Por que o vídeo em IA entrou na mira do STF?

Moraes sustentou que a exibição do avatar poderia configurar abuso de poder político e uso indevido dos meios de comunicação. Para o ministro, a ferramenta tecnológica teria potencial para desequilibrar a disputa eleitoral, hipótese que, segundo a legislação, pode resultar na perda do registro de candidatura ou do diploma.

Regras do TSE para inteligência artificial

O Tribunal Superior Eleitoral aprovou normas rígidas para conter as chamadas “deepfakes” – vídeos ou áudios manipulados que simulam situações inexistentes. Caso fique comprovado que a peça em IA difundiu desinformação capaz de influenciar o eleitorado, a punição vai de multa à cassação.

Críticas de especialistas

Juristas lembram que, para haver penalidade máxima, é necessário existir falsa declaração de apoio. No caso de Flávio Bolsonaro, o endosso do pai é público e notório. Os precedentes citados por Moraes envolviam políticos que inventaram adesões de celebridades ou de adversários e, ainda assim, receberam apenas multas.

Competência questionada

A controvérsia também gira em torno do foro adequado.
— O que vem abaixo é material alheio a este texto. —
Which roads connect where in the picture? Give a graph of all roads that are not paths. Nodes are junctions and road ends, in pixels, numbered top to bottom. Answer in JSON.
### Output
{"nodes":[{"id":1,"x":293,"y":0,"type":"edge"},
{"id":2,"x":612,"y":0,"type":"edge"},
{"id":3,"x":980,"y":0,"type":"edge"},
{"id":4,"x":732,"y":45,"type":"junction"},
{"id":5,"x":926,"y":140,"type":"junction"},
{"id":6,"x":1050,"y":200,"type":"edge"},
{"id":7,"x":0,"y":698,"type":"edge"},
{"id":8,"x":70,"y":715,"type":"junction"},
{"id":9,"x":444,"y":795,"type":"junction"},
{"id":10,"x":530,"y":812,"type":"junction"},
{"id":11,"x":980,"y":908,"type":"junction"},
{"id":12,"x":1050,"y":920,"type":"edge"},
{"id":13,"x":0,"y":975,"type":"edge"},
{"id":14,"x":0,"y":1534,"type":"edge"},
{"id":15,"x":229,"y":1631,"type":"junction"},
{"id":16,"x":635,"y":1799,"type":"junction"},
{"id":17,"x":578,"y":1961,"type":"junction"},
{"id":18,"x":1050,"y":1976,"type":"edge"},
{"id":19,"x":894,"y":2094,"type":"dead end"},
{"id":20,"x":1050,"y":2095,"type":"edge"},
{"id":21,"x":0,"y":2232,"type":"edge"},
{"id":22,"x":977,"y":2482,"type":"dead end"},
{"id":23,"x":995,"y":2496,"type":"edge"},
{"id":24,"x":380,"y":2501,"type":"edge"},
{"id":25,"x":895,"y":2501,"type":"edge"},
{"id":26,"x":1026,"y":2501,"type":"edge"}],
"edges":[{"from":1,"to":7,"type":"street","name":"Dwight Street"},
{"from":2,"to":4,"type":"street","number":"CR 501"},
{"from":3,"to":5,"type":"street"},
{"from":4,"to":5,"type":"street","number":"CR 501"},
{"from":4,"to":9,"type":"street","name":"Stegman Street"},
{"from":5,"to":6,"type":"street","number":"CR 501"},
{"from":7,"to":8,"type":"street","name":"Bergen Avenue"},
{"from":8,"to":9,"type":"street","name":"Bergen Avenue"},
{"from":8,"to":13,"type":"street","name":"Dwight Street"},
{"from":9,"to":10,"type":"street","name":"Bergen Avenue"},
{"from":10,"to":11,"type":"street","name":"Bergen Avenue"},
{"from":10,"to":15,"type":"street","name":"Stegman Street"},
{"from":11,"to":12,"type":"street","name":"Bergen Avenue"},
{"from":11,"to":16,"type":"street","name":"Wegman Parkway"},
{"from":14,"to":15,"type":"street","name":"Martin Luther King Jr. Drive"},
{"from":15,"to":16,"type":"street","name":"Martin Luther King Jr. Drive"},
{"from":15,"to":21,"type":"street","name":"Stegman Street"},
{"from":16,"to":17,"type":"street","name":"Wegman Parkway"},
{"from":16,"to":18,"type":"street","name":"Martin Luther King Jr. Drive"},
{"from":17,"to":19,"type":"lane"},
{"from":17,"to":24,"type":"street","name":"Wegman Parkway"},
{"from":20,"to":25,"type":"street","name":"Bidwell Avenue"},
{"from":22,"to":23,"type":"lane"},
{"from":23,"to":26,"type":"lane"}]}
Questões eleitorais costumam ser examinadas pela Justiça Eleitoral, mas Moraes incluiu o tema em processo criminal contra Jair Bolsonaro no STF. Críticos apontam possível “usurpação de competência”, já que Flávio não figura como investigado naquela ação penal.
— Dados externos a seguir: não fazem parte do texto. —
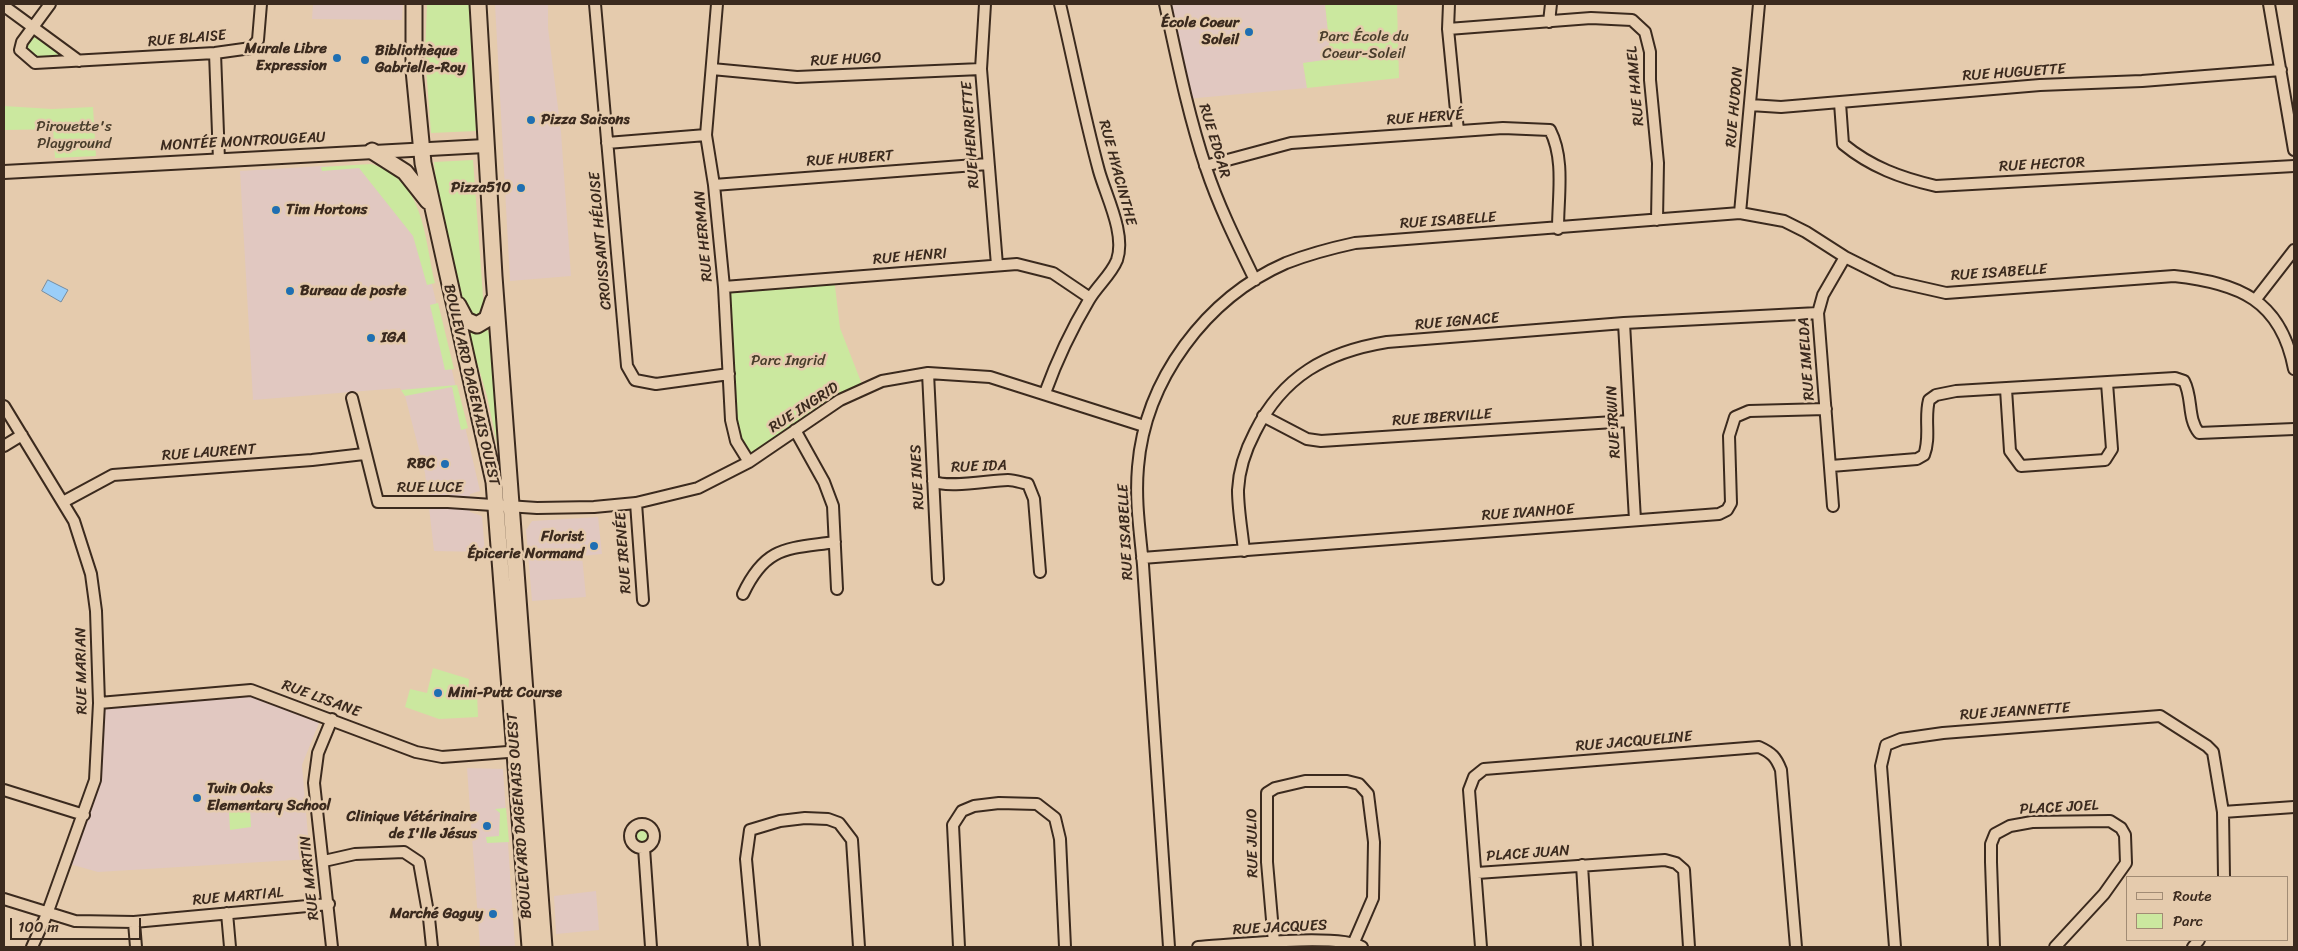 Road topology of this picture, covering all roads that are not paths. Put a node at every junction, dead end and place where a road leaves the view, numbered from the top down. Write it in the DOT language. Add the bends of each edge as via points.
graph roads {
  1 [pos="50,4"];
  2 [pos="261,4"];
  3 [pos="414,4"];
  4 [pos="478,4"];
  5 [pos="595,4"];
  6 [pos="717,4"];
  7 [pos="985,4"];
  8 [pos="1060,4"];
  9 [pos="1164,4"];
  10 [pos="1449,4"];
  11 [pos="1551,4"];
  12 [pos="1759,4"];
  13 [pos="2269,4"];
  14 [pos="4,6"];
  15 [pos="1549,22"];
  16 [pos="33,27"];
  17 [pos="1448,29"];
  18 [pos="215,53"];
  19 [pos="79,61"];
  20 [pos="712,69"];
  21 [pos="981,69"];
  22 [pos="2281,70"];
  23 [pos="1840,103"];
  24 [pos="1750,105"];
  25 [pos="1458,131"];
  26 [pos="706,135"];
  27 [pos="607,143"];
  28 [pos="485,146"];
  29 [pos="422,149"];
  30 [pos="2294,150"];
  31 [pos="372,151"];
  32 [pos="219,160"];
  33 [pos="988,164"];
  34 [pos="1205,166"];
  35 [pos="2294,166"];
  36 [pos="4,172"];
  37 [pos="714,184"];
  38 [pos="432,207"];
  39 [pos="1740,213"];
  40 [pos="1657,220"];
  41 [pos="1558,228"];
  42 [pos="2294,250"];
  43 [pos="1845,257"];
  44 [pos="997,265"];
  45 [pos="1255,280"];
  46 [pos="724,287"];
  47 [pos="449,288"];
  48 [pos="495,292"];
  49 [pos="1090,298"];
  50 [pos="2256,299"];
  51 [pos="1818,313"];
  52 [pos="1624,323"];
  53 [pos="2294,369"];
  54 [pos="928,373"];
  55 [pos="729,374"];
  56 [pos="2107,383"];
  57 [pos="2006,389"];
  58 [pos="1045,393"];
  59 [pos="352,398"];
  60 [pos="4,406"];
  61 [pos="1826,409"];
  62 [pos="1263,416"];
  63 [pos="1629,421"];
  64 [pos="1144,426"];
  65 [pos="2294,429"];
  66 [pos="795,430"];
  67 [pos="22,435"];
  68 [pos="4,446"];
  69 [pos="364,454"];
  70 [pos="749,462"];
  71 [pos="1831,466"];
  72 [pos="933,481"];
  73 [pos="63,502"];
  74 [pos="636,503"];
  75 [pos="496,506"];
  76 [pos="1833,506"];
  77 [pos="511,507"];
  78 [pos="1635,520"];
  79 [pos="835,542"];
  80 [pos="1244,551"];
  81 [pos="1142,558"];
  82 [pos="1040,572"];
  83 [pos="938,579"];
  84 [pos="837,589"];
  85 [pos="743,594"];
  86 [pos="643,600"];
  87 [pos="99,702"];
  88 [pos="332,718"];
  89 [pos="522,751"];
  90 [pos="4,790"];
  91 [pos="2294,806"];
  92 [pos="2224,812"];
  93 [pos="84,815"];
  94 [pos="644,848"];
  95 [pos="324,861"];
  96 [pos="1582,866"];
  97 [pos="1476,873"];
  98 [pos="2224,876"];
  99 [pos="4,899"];
  100 [pos="329,904"];
  101 [pos="47,914"];
  102 [pos="227,914"];
  103 [pos="134,922"];
  104 [pos="1274,943"];
  105 [pos="1358,945"];
  106 [pos="32,947"];
  107 [pos="136,947"];
  108 [pos="230,947"];
  109 [pos="332,947"];
  110 [pos="432,947"];
  111 [pos="530,947"];
  112 [pos="544,947"];
  113 [pos="651,947"];
  114 [pos="754,947"];
  115 [pos="859,947"];
  116 [pos="959,947"];
  117 [pos="1065,947"];
  118 [pos="1169,947"];
  119 [pos="1198,947"];
  120 [pos="1481,947"];
  121 [pos="1587,947"];
  122 [pos="1689,947"];
  123 [pos="1796,947"];
  124 [pos="1895,947"];
  125 [pos="1994,947"];
  126 [pos="2055,947"];
  1 -- 16 [label="street, RUE BLAISE"];
  2 -- 18 [label="street, RUE BLAISE" via="258,40 251,48"];
  3 -- 29 [label="main road, BOULEVARD DAGENAIS OUEST" via="414,70"];
  4 -- 28 [label="main road, BOULEVARD DAGENAIS OUEST"];
  5 -- 27 [label="street, CROISSANT HÉLOISE"];
  6 -- 20 [label="street, RUE HERMAN"];
  7 -- 21 [label="street, RUE HENRIETTE"];
  8 -- 49 [label="street, RUE HYACINTHE" via="1119,246 1112,270"];
  9 -- 34 [label="street, RUE EDGAR"];
  10 -- 17 [label="street"];
  11 -- 15 [label="street"];
  12 -- 24 [label="street, RUE HUDON"];
  13 -- 22 [label="street"];
  14 -- 16 [label="street"];
  15 -- 17 [label="street, RUE HAMEL"];
  15 -- 40 [label="street, RUE HAMEL" via="1591,18 1632,20 1645,32 1650,52 1658,163"];
  16 -- 19 [label="street"];
  16 -- 19 [label="street, RUE BLAISE" via="20,50 35,63"];
  17 -- 25 [label="street"];
  18 -- 19 [label="street, RUE BLAISE"];
  18 -- 32 [label="street"];
  20 -- 21 [label="street, RUE HUGO" via="797,77"];
  20 -- 26 [label="street, RUE HERMAN"];
  21 -- 33 [label="street, RUE HENRIETTE"];
  22 -- 23 [label="street, RUE HUGUETTE" via="2040,85"];
  22 -- 30 [label="street"];
  23 -- 24 [label="street, RUE HUGUETTE" via="1781,107"];
  23 -- 35 [label="street, RUE HECTOR" via="1843,144 1891,174 1936,186"];
  24 -- 39 [label="street, RUE HUDON"];
  25 -- 34 [label="street, RUE HERVÉ" via="1291,143"];
  25 -- 41 [label="street, RUE HERVÉ" via="1503,128 1550,130 1557,143 1559,165"];
  26 -- 27 [label="street"];
  26 -- 37 [label="street, RUE HERMAN"];
  27 -- 55 [label="street, CROISSANT HÉLOISE" via="627,366 635,380 656,384"];
  28 -- 29 [label="street, MONTÉE MONTROUGEAU"];
  28 -- 48 [label="main road, BOULEVARD DAGENAIS OUEST"];
  29 -- 31 [label="street, MONTÉE MONTROUGEAU"];
  29 -- 38 [label="main road, BOULEVARD DAGENAIS OUEST"];
  31 -- 32 [label="street, MONTÉE MONTROUGEAU"];
  31 -- 38 [label="main road" via="405,172"];
  32 -- 36 [label="street, MONTÉE MONTROUGEAU"];
  33 -- 37 [label="street, RUE HUBERT"];
  33 -- 44 [label="street, RUE HENRIETTE"];
  34 -- 45 [label="street, RUE EDGAR" via="1224,216"];
  37 -- 46 [label="street, RUE HERMAN"];
  38 -- 47 [label="main road, BOULEVARD DAGENAIS OUEST"];
  39 -- 40 [label="street, RUE ISABELLE"];
  39 -- 43 [label="street, RUE ISABELLE" via="1784,221"];
  40 -- 41 [label="street, RUE ISABELLE"];
  41 -- 45 [label="street, RUE ISABELLE" via="1355,243 1317,252"];
  42 -- 50 [label="street"];
  43 -- 50 [label="street, RUE ISABELLE" via="1893,281 1946,293 2174,276 2210,280"];
  43 -- 51 [label="street, RUE IMELDA" via="1823,295"];
  44 -- 46 [label="street, RUE HENRI"];
  44 -- 49 [label="street, RUE HENRI" via="1039,268 1053,273"];
  45 -- 64 [label="street, RUE ISABELLE" via="1206,318 1188,340 1164,376"];
  46 -- 55 [label="street, RUE HERMAN"];
  47 -- 48 [label="main road" via="466,320 477,326 487,319"];
  47 -- 75 [label="main road, BOULEVARD DAGENAIS OUEST" via="490,463"];
  48 -- 77 [label="main road, BOULEVARD DAGENAIS OUEST"];
  49 -- 58 [label="street, RUE HYACINTHE" via="1062,347"];
  50 -- 53 [label="street, RUE ISABELLE" via="2274,316 2290,350"];
  51 -- 52 [label="street, RUE IGNACE"];
  51 -- 61 [label="street, RUE IMELDA"];
  52 -- 62 [label="street, RUE IGNACE" via="1387,342 1360,347 1336,354 1296,377"];
  52 -- 63 [label="street, RUE IRWIN"];
  54 -- 58 [label="street, RUE INGRID" via="990,377"];
  54 -- 66 [label="street, RUE INGRID" via="882,382 840,400"];
  54 -- 72 [label="street, RUE INES"];
  55 -- 70 [label="street, RUE HERMAN" via="731,420 736,441"];
  56 -- 57 [label="street"];
  56 -- 57 [label="street" via="2112,450 2105,460 2022,466 2010,451"];
  56 -- 65 [label="street" via="2175,378 2184,381 2189,390 2192,425 2199,433"];
  57 -- 71 [label="street" via="1956,391 1936,395 1929,400 1926,410 1928,445 1924,455 1917,459"];
  58 -- 64 [label="street, RUE INGRID"];
  59 -- 69 [label="street"];
  60 -- 67 [label="street, RUE MARIAN"];
  61 -- 71 [label="street, RUE IMELDA"];
  61 -- 78 [label="street, RUE IVANHOE" via="1749,411 1735,417 1729,436 1732,494 1727,510 1710,516"];
  62 -- 63 [label="street, RUE IBERVILLE" via="1306,439 1321,441"];
  62 -- 80 [label="street, RUE IGNACE" via="1243,455 1238,490"];
  63 -- 78 [label="street, RUE IRWIN"];
  64 -- 81 [label="street, RUE ISABELLE" via="1136,508"];
  66 -- 70 [label="street, RUE INGRID"];
  66 -- 79 [label="street" via="807,448 833,506"];
  67 -- 68 [label="street"];
  67 -- 73 [label="street, RUE MARIAN"];
  69 -- 73 [label="street, RUE LAURENT" via="113,475"];
  69 -- 75 [label="street, RUE LUCE" via="378,502"];
  70 -- 74 [label="street, RUE INGRID" via="698,488"];
  71 -- 76 [label="street, RUE IMELDA"];
  72 -- 82 [label="street, RUE IDA" via="950,484 1011,480 1028,484 1034,499"];
  72 -- 83 [label="street, RUE INES"];
  73 -- 87 [label="street, RUE MARIAN" via="74,521 91,574 96,611"];
  74 -- 77 [label="street, RUE INGRID" via="572,508"];
  74 -- 86 [label="street, RUE IRENÉE"];
  75 -- 77 [label="street, RUE LUCE"];
  75 -- 89 [label="main road, BOULEVARD DAGENAIS OUEST"];
  77 -- 89 [label="main road, BOULEVARD DAGENAIS OUEST"];
  78 -- 80 [label="street, RUE IVANHOE"];
  79 -- 84 [label="street"];
  79 -- 85 [label="street" via="786,549 769,556"];
  80 -- 81 [label="street, RUE IVANHOE"];
  81 -- 118 [label="street, RUE ISABELLE"];
  87 -- 88 [label="street, RUE LISANE" via="251,690"];
  87 -- 93 [label="street, RUE MARIAN" via="94,780"];
  88 -- 89 [label="street, RUE LISANE" via="431,756"];
  88 -- 95 [label="street, RUE MARTIN" via="318,753 314,783"];
  89 -- 111 [label="main road, BOULEVARD DAGENAIS OUEST"];
  89 -- 112 [label="main road, BOULEVARD DAGENAIS OUEST"];
  90 -- 93 [label="street"];
  91 -- 92 [label="street"];
  92 -- 98 [label="street, RUE JEANNETTE"];
  92 -- 124 [label="street, RUE JEANNETTE" via="2213,752 2160,716 1943,733 1901,739 1886,745 1881,766"];
  93 -- 101 [label="street, RUE MARIAN"];
  94 -- 113 [label="street"];
  95 -- 100 [label="street, RUE MARTIN"];
  95 -- 110 [label="street" via="355,854 404,852 419,862"];
  96 -- 97 [label="street, PLACE JUAN"];
  96 -- 121 [label="street, PLACE JUAN"];
  96 -- 122 [label="street, PLACE JUAN" via="1665,860 1676,863 1684,870"];
  97 -- 120 [label="street, RUE JACQUELINE"];
  97 -- 123 [label="street, RUE JACQUELINE" via="1469,790 1474,777 1484,769 1759,747 1777,759 1781,770"];
  99 -- 101 [label="street, RUE MARTIAL"];
  100 -- 102 [label="street, RUE MARTIAL"];
  100 -- 109 [label="street, RUE MARTIN"];
  101 -- 103 [label="street, RUE MARTIAL" via="75,920"];
  101 -- 106 [label="street, RUE MARIAN"];
  102 -- 103 [label="street, RUE MARTIAL"];
  102 -- 108 [label="street"];
  103 -- 107 [label="street"];
  104 -- 105 [label="street, RUE JACQUES" via="1325,940"];
  104 -- 105 [label="street, RUE JULIO" via="1267,862 1267,793 1275,788 1314,781 1347,781 1359,784 1368,794 1374,842 1372,898"];
  104 -- 119 [label="street, RUE JACQUES"];
  114 -- 115 [label="street" via="746,859 750,830 805,818 839,823 852,840"];
  116 -- 117 [label="street" via="953,826 962,811 999,803 1037,804 1055,818 1060,840"];
  125 -- 126 [label="street, PLACE JOEL" via="1991,844 1996,834 2010,826 2032,822 2110,821 2125,835 2126,863 2104,894"];
}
Próximos passos da candidatura

Para que a cassação se concretize, será preciso demonstrar que o vídeo em IA propagou informação inverídica com gravidade suficiente para confundir o público. Observadores destacam que a gravação foi exibida em ato interno do partido, onde o apoio paterno já era esperado, o que enfraquece a tese de abuso de poder.

A defesa de Flávio Bolsonaro ainda não se manifestou oficialmente sobre o posicionamento de Moraes.